AVS 55th International Symposium & Exhibition | |
Thin Film | Wednesday Sessions |
Session TF-WeM |
Session: | Chemical Vapor Deposition |
Presenter: | J.R. Abelson, University of Illinois at Urbana-Champaign |
Authors: | J.R. Abelson, University of Illinois at Urbana-Champaign A. Yanguas-Gil, University of Illinois at Urbana-Champaign N. Kumar, University of Illinois at Urbana-Champaign Y. Yang, University of Illinois at Urbana-Champaign |
Correspondent: | Click to Email |
The field of thin film growth using physical vapor deposition has benefited enormously from the mechanistic insights provided by Thornton’s zone diagram, which he introduced to this society in 1974. There has been no direct analogue for the case of chemical vapor deposition (CVD), presumably due to the multiplicity of chemical reactions and the wide range of experimental conditions associated with the use of different precursor molecules. One major advantage of CVD is the ability to deposit films with extremely good conformal (step) coverage, which is a requirement for the additive fabrication of many current and proposed nanoscale devices. We show that all conformal CVD processes share certain kinetic requirements and limitations.
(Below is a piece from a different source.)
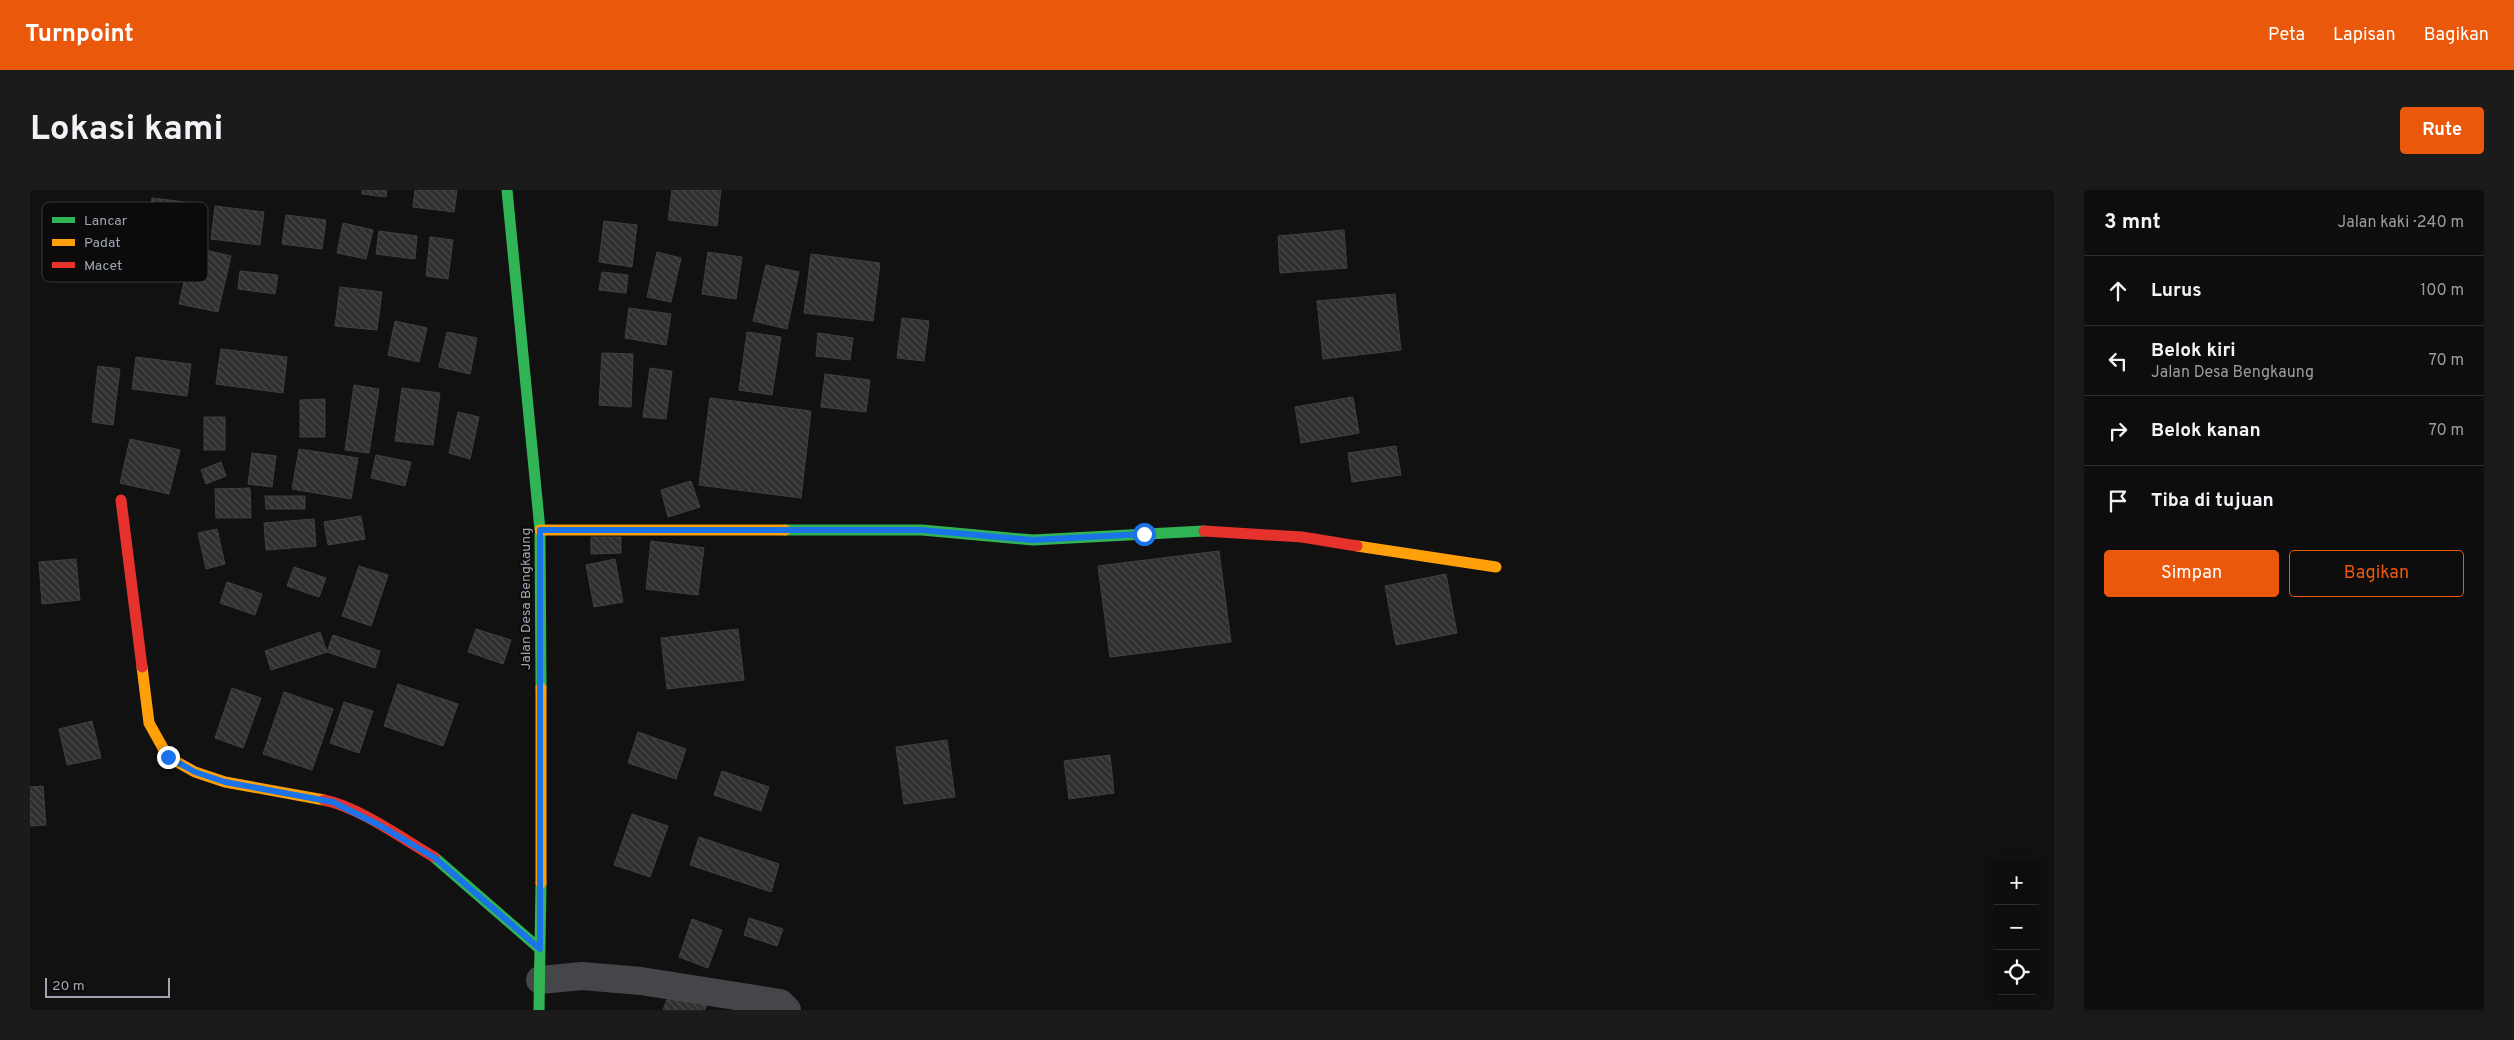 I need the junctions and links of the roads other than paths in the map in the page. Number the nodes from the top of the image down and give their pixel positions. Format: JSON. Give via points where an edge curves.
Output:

Each of these can be represented on a plot of precursor pressure vs. substrate temperature: threshold phenomena, such as the onset temperature for reaction, appear as a vertical or horizontal line; kinetic competitions, such as surface adsorption vs. desorption, appear as exponential slopes. The properties of the precursor molecule and the aspect ratio of the feature to be coated (represented by a trench) then define a polygonal figure on the (P,T) plot which may or may not allow for conformal growth. We further show that many of the kinetic coefficients can be represented in normalized form, which we present as a zone diagram for conformal growth by CVD. The usefulness of this construction is illustrated by analyzing well-known experimental systems, such as W or SiO2 growth, and the recent results we have obtained for the low temperature CVD of HfB2, CrB2, TiB2 and MgO. For all these systems, the underlying mechanism that affords good step-coverage is surface site-blocking due to adsorbed precursor molecules or reaction byproducts or co-reactants. The experimental results are consistent with the predictions of the zone diagram. We conclude by showing how the site-blocking processes, and thus the degree of conformal coverage, can be controlled through the addition of site-blocking agents, such that a precursor that normally does not afford conformal growth can be transformed into one that coats very deep features.